The campus uprisings revolve around the Jews, not Arabs of a certain Palestinian strain. It is done so in a two-tiered obverse/reverse situation.
First, the attack is on Israel as the Jewish state. Of all the tragedies, wars and human-rights violations in the world, it is Israel that draws so much attention, in addition to being incorrectly and falsely accused of various crimes. Moreover, more likely than not, any Jew not immediately recognized as belonging to the rallies, encampments and other springtime frivolities will be identified as a “Zionist.” Of course, in doing so, these anti-Zionists prove how wrong their claim is that Judaism should not be identified as nationalism. Then again, logic and rationality are not the strong sides of these days of rage.
Secondly, Jews have once again come to the fore as “revolutionaries” with all the ramifications pertaining to those sections of America’s population not interested in any sort of revolution—be it social, economic or intellectual.
Thirdly, there is the role of a specific Jewish sub-group: the fervent frenzied anti-Zionists. If not for the involvement, participation and financial resources of IfNotNow, Jewish Voice for Peace and their sponsors providing cover as well as justification, the marches, take-overs and encampments could not have succeeded as they have. As I am not fully familiar with all the Jewish academics urging them on, I’ll just note my suspicion of their responsibility in encouraging and urging on the antics.
One professor, however, deserves a mention. Naomi Klein, professor of climate justice at the University of British Columbia, spoke during Passover outside Senate Majority Leader Chuck Schumer’s residence in Brooklyn, N.Y. According to the transcript of her remarks, she promoted “an exodus from Zionism.” She is bothered that “too many of our people are worshipping a false idol. … Profaned by it.” That “idol?” Yes, Zionism.
Israel, she promotes, is an “ethnostate … of colonial land theft, roadmaps for ethnic cleansing and genocide.” Drunk on her own four cups of whatever, she proclaimed that “political Zionism’s version of liberation is itself profane.” For Klein, Judaism is “internationalist by nature.”
And so, not only do the anti-Zionist Jews of the secular variety (the Neturei Karta is too complex to be dealt with here) undermine the religious nature of the Passover celebration but apply a globalist messaging that corrupts and perverts the essence of the Jewish people, its religion and culture—the entire crux and soul of being Jewish, as exemplified by the Passover holiday.
An enslaved people—the Jewish people—existed as a community in its exile.
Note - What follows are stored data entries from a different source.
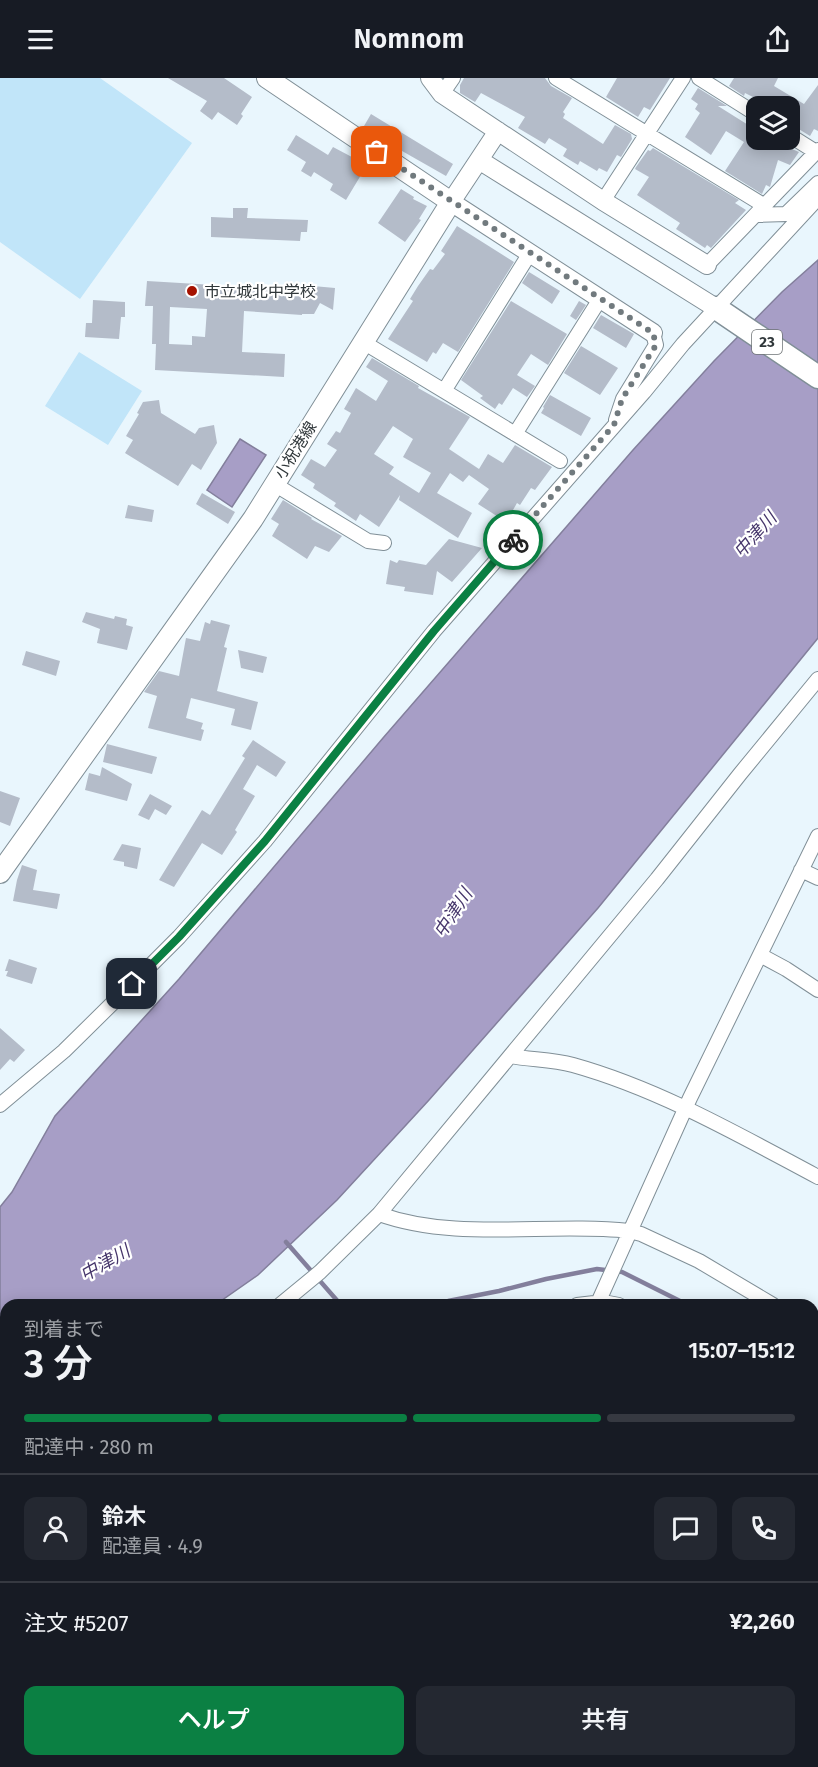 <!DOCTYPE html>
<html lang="ja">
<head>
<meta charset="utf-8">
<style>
	:root { --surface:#171b24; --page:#242831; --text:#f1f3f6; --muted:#9ea1a6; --line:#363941; --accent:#0b8043 }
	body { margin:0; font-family:"Fira Sans","Noto Sans JP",sans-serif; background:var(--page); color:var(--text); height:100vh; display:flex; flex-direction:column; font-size:22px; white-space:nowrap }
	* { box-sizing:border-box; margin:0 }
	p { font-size:20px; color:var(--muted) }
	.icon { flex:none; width:33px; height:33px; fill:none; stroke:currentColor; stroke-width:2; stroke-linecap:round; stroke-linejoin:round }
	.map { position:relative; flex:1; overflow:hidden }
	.side { position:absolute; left:0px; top:1221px; width:819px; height:468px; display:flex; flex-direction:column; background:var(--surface); border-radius:18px 18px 0 0; box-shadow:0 3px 15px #0003 }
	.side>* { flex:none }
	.controls { position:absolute; left:746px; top:18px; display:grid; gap:12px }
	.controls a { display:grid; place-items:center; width:54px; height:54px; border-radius:12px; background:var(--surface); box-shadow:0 3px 15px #0003; font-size:30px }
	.pin { position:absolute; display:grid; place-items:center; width:51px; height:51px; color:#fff; margin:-26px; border-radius:12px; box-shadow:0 3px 9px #0006 }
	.courier { position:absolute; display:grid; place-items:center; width:60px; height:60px; margin:-30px; border:4px solid #0b8043; border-radius:50%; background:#fff; color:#222; box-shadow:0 2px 8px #0007 }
	.head em { font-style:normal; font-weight:600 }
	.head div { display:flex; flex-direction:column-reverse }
	.head { display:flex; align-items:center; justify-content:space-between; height:102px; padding:0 24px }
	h1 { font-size:39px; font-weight:600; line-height:45px }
	.bar { display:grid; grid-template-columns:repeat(4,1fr); gap:9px 6px; align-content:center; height:72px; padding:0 24px }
	.bar i { height:8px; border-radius:4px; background:var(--line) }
	.bar .current { background:var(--accent) }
	.bar p { grid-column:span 4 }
	.line { display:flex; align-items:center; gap:15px; padding:0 24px; border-top:2px solid var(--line) }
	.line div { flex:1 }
	.round { display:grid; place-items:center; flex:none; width:63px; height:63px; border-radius:12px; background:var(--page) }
	.primary-button { display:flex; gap:12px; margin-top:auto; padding:12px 24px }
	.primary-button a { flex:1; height:69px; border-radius:12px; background:var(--accent); color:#fff; font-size:24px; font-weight:600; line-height:69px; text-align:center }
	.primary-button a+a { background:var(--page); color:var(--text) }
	header { display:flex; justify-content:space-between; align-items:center; height:78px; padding:0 24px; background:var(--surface); font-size:27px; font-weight:600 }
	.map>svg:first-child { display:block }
	.green { fill:#c1e5f9 }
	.water { fill:#a79ec6; stroke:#837f9c; stroke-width:1.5 }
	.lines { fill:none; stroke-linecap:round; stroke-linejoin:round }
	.stream { stroke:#837f9c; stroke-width:4.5 }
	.building { fill:#b4bcc9; fill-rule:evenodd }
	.minor-casing { stroke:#808f97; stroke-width:16 }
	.tertiary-casing { stroke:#808f97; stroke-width:20 }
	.secondary-casing { stroke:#808f97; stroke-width:22 }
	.primary-casing { stroke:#808f97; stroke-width:25 }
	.minor { stroke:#fff; stroke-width:14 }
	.tertiary { stroke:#fff; stroke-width:18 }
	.secondary { stroke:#fff; stroke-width:20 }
	.primary { stroke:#fff; stroke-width:22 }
	.done { stroke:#717a7e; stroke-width:6; stroke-dasharray:0 10.8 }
	.route { stroke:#0b8043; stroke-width:8 }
	.poi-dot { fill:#a51200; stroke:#fff; stroke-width:2 }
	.labels { text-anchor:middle; stroke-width:4.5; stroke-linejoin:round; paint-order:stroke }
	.shield { fill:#fff; stroke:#6e7375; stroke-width:1.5 }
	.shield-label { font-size:15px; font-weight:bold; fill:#30373a }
	.poi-label { font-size:16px; fill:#30373a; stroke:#fff; text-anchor:start }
	.street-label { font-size:16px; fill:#30373a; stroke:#fff }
	.water-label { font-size:18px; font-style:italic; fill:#46366b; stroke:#fff }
</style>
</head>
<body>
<header><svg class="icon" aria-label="menu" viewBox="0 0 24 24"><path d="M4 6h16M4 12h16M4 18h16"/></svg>Nomnom<svg class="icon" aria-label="share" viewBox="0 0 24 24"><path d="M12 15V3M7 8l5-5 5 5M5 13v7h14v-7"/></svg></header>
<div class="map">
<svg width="818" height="1689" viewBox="0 0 818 1689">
	<rect width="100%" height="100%" fill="#e9f6fd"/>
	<path class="green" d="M 0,0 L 100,0 L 192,65 L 80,221 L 0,164 Z
		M 79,274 L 142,313 L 108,367 L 45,328 Z
		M 6,1438 L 6,1634 L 0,1631 L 0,1450 Z
		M 0,1649 L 6,1652 L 6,1667 L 0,1681 Z"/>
	<path class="water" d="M 818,182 L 818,560 L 598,830 L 429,1022 L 337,1122 L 258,1197 L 215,1227 L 6,1227 L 6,1343 L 0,1347 L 0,1129 L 12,1114 L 55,1038 L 179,901 L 383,660 L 633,372 L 714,283 L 782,214 Z
		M 240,361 L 266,377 L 232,429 L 207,412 Z"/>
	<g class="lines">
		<path class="stream" d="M 286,1164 L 341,1227
			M 412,1227 L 448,1223 L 499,1213 L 546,1201 L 597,1191 L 622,1194 L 688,1227
			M 813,1297 L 818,1300"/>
	</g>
	<path class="building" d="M 168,0 L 224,0 L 252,19 L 241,36 L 243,38 L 237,47 L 218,34 L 212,42 L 200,33 L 207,23 Z
		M 464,0 L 545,0 L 551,8 L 572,20 L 563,34 L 565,36 L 563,40 L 603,66 L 615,47 L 631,56 L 632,61 L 621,79 L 617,77 L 607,94 L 599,90 L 597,93 L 580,83 L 578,87 L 563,78 L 567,71 L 549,60 L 545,66 L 518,50 L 525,39 L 481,15 L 475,24 L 460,15 L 460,7 Z
		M 617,0 L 670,0 L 650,32 L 644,29 L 638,39 L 606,19 Z
		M 734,0 L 778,0 L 774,8 L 804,26 L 818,7 L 818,53 L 814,51 L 810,58 L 789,45 L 789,28 L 771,28 L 745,15 L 744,18 L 729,8 Z
		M 698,10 L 727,28 L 718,28 L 753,50 L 756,45 L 756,62 L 771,62 L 799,74 L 790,87 L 778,82 L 770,109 L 766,107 L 762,116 L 725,93 L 744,64 L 726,53 L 711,77 L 685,59 L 700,35 L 695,31 L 698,26 L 691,21 Z
		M 371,36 L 453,86 L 446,98 L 388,65 L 389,62 L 364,48 Z
		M 296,57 L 328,77 L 333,69 L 367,87 L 346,122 L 330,112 L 333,106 L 314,94 L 311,99 L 301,93 L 306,84 L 287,72 Z
		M 653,70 L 739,122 L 735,125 L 746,132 L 711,170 L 707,167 L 705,170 L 676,151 L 680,145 L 637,117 L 649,99 L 635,91 L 636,89 L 648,72 L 650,73 Z
		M 401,111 L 414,119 L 413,121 L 427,128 L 419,141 L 421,142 L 405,164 L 378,145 Z
		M 233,130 L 248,130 L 247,140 L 308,142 L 307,154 L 301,154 L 300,163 L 211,159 L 211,139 L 233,140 Z
		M 457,148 L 514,184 L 458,274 L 443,265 L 436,276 L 433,274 L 427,284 L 388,261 L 413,223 L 410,221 L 418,208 L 430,191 L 433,192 L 445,176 L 441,173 Z
		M 529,194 L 560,213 L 552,226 L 522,205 Z
		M 147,203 L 313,213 L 313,208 L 335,210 L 333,232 L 320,225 L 314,236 L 302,236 L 302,237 L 244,233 L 242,274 L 285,276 L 284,299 L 155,292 L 156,266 L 152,266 L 153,228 L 145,228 ZM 170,229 L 207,231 L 205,259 L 192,258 L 192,267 L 169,266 Z
		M 93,222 L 125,224 L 125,239 L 121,239 L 119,261 L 85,259 L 86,245 L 92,245 Z
		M 511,223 L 567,256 L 548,287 L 531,276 L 517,297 L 535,308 L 527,319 L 513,310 L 502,327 L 499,325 L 495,331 L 480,320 L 483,318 L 461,302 Z
		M 579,223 L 586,227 L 576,242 L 570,238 Z
		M 601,237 L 634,256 L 626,270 L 593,250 Z
		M 581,268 L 618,290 L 600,317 L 564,295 Z
		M 372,280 L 419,308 L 418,310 L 470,339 L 449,371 L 479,391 L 488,376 L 503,385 L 515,367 L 552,389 L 535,412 L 531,410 L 520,427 L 517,425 L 509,439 L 507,437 L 503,442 L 478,426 L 489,411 L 469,397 L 463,404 L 450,395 L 437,415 L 472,435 L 458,460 L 399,422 L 400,417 L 379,449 L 360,436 L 356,443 L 334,428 L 336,425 L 313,410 L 315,406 L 301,397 L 311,381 L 325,389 L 337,372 L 327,366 L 336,353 L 340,355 L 351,335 L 344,331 L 356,310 L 376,323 L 388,303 L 366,289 ZM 393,348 L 413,361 L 403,379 L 431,395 L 419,415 L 389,396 L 394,389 L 374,376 Z
		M 550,317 L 591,340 L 581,358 L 541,335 L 544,330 L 543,329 Z
		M 159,322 L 161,335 L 195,356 L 199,350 L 214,347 L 217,365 L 201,392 L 192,386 L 178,408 L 125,375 L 133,362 L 126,358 L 139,336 L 137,335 L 143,324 Z
		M 202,415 L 235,434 L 228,446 L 196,426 Z
		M 283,422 L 312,440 L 311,441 L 342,458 L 329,474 L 315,468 L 307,481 L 272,458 L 279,446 L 271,441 Z
		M 128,427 L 154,432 L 152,444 L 125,440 Z
		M 449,461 L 482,470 L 452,504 L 437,493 L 433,517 L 404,513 L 405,509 L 386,506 L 390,482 L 397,485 L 399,482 L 426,487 Z
		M 86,534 L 114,541 L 115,538 L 127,541 L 126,547 L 133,549 L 127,572 L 97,565 L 100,551 L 82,544 Z
		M 211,542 L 230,547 L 224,569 L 227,570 L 217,613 L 258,624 L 251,652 L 231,647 L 235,631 L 191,620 L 186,640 L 203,645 L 201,651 L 204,652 L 201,663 L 148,650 L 157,618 L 144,614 L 159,593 L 179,598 L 186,560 L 200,563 L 205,544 L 210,546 Z
		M 238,572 L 267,579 L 263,595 L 241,590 Z
		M 26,573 L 60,583 L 56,598 L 22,587 Z
		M 253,662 L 286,684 L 276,699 L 257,687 L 243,711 L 255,718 L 235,752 L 237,754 L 222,777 L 202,765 L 174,809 L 159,802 L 202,732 L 210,737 L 245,680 L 242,678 Z
		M 107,666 L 157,679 L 152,696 L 103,684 Z
		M 102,689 L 132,706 L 127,723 L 85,712 L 89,695 L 100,698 Z
		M 0,713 L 20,720 L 10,748 L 0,744 Z
		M 150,716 L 172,728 L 166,737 L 155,731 L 149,742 L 138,737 Z
		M 122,766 L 141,770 L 137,791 L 124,788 L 124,784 L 113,782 Z
		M 22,787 L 37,792 L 33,812 L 60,816 L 57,831 L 13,823 L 17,802 Z
		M 9,881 L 37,890 L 32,906 L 6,898 L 8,893 L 5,893 Z
		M 0,950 L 25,972 L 14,984 L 10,981 L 0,992 Z"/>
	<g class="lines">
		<defs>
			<path id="minor" d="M 556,0 L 765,128
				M 699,0 L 756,36
				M 442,16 L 453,0
				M 789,57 L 816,74
				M 603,123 L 683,0
				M 756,137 L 786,136 L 818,105
				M 707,187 L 818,72
				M 363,264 L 560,383
				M 444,313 L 530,175
				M 616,342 L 623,321 L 656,267 L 653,255
				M 515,356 L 600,221
				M 274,406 L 368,463 L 384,465
				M 801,792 L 818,800
				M 760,877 L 786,891 L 818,912
				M 510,978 C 531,982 552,981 573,987 C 659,1011 739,1057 818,1099
				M 0,1027 L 64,973 L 132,906 L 179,859 L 265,763 L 434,553 L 644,314 L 683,266 L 818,120
				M 379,1136 C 457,1164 548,1144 629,1153 L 641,1156 L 699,1183 L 773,1227
				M 280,1227 L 320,1194 L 379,1136 L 657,801 L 740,696 L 818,601
				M 577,1227 L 603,1224 L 619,1227
				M 597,1227 L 690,1020 L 818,758
				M 813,1251 L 818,1254
				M 813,1338 L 818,1340
				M 0,1440 L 6,1428
				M 813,1497 L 818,1500
				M 0,1637 L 6,1640
				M 813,1638 L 818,1640
				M 100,1683 L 115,1689
				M 611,1683 L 624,1689
				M 3,1689 L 6,1682
				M 247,1689 L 250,1683
				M 554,1689 L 557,1683
				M 643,1689 L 647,1683"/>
			<path id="tertiary" d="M 430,0 L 442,16 L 603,123 L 707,187
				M 498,53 L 451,124 L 653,255
				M 479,82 L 716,230"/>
			<path id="secondary" d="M 0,795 L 253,441 L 451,124 L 267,0
				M 0,1302 L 6,1310
				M 389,1689 L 391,1683"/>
			<path id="primary" d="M 716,230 L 818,299"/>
		</defs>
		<use href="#minor" class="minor-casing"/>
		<use href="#tertiary" class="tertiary-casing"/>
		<use href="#secondary" class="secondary-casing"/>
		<use href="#primary" class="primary-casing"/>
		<use href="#minor" class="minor"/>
		<use href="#tertiary" class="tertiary"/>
		<use href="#secondary" class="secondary"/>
		<use href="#primary" class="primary"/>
	</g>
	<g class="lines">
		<path class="done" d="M 377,74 L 653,255 L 656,267 L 622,321 L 614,347 L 513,462"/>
		<path class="route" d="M 132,906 L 179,859 L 265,763 L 434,553 L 513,462"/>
	</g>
	<circle class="poi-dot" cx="192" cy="213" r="6"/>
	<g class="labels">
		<rect class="shield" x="752" y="252" width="30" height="24" rx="4.5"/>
		<g class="shield-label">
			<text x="767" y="269">23</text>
		</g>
		<g class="poi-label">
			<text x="204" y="219">市立城北中学校</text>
		</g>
		<g class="street-label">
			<text transform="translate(295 372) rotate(-58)" y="6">小祝港線</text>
		</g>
		<g class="water-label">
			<text transform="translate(755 457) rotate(-48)" y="6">中津川</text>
			<text transform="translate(453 835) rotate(-57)" y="6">中津川</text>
			<text transform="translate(105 1185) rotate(-30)" y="6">中津川</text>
		</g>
	</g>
</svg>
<div class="controls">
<a><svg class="icon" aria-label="layers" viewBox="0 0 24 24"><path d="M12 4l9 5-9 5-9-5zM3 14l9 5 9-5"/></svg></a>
</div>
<div class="pin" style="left:377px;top:74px;background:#ea580c"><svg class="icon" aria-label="bag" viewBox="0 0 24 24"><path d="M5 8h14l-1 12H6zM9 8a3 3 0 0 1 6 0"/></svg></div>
<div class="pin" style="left:132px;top:906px;background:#1f2937"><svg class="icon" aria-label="home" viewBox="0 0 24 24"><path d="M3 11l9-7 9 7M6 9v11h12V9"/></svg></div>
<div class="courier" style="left:513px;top:462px"><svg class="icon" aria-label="bike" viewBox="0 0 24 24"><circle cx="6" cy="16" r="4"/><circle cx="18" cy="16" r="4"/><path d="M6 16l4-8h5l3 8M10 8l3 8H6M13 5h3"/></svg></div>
<section class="side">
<div class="head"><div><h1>3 分</h1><p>到着まで</p></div><em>15:07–15:12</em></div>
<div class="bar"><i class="current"></i><i class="current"></i><i class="current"></i><i></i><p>配達中 · 280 m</p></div>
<div class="line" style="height:108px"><a class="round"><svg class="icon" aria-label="person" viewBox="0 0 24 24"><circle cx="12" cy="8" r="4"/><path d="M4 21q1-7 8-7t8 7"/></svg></a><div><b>鈴木</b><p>配達員 · 4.9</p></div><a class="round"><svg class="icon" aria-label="chat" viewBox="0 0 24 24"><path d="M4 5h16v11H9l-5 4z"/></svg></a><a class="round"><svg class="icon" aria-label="phone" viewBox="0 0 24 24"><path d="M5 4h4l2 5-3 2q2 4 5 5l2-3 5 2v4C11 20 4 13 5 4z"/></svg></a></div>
<div class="line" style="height:78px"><div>注文 #5207</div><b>¥2,260</b></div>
<div class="primary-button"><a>ヘルプ</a><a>共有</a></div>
</section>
</div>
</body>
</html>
It accepts a unique religious practice and philosophy of belief, and proceeds to a specific land and territory to fulfill its commandments that cannot be done anywhere else. And every year since, during the time of the Holy Temples and exiles across the globe, a symbolic feast marking the event is concluded with the words, “Next Year in Jerusalem.” Yet, for Klein and cosmopolitan compatriots, that not only should not be but is sacrilegious, if I be permitted to borrow a term.
As has happened in the past, Jews are playing with other Jewish lives as pro-Palestinians exploit and take advantage of anti-Jewish sentiment. They are literally feeding a frenzy of antisemitism. That they call themselves “progressives” is a travesty and a failure of their educational system. Too many of America’s Jews are caught up in the stage of being sophomoric, and it is proving dangerous. Far, far too dangerous.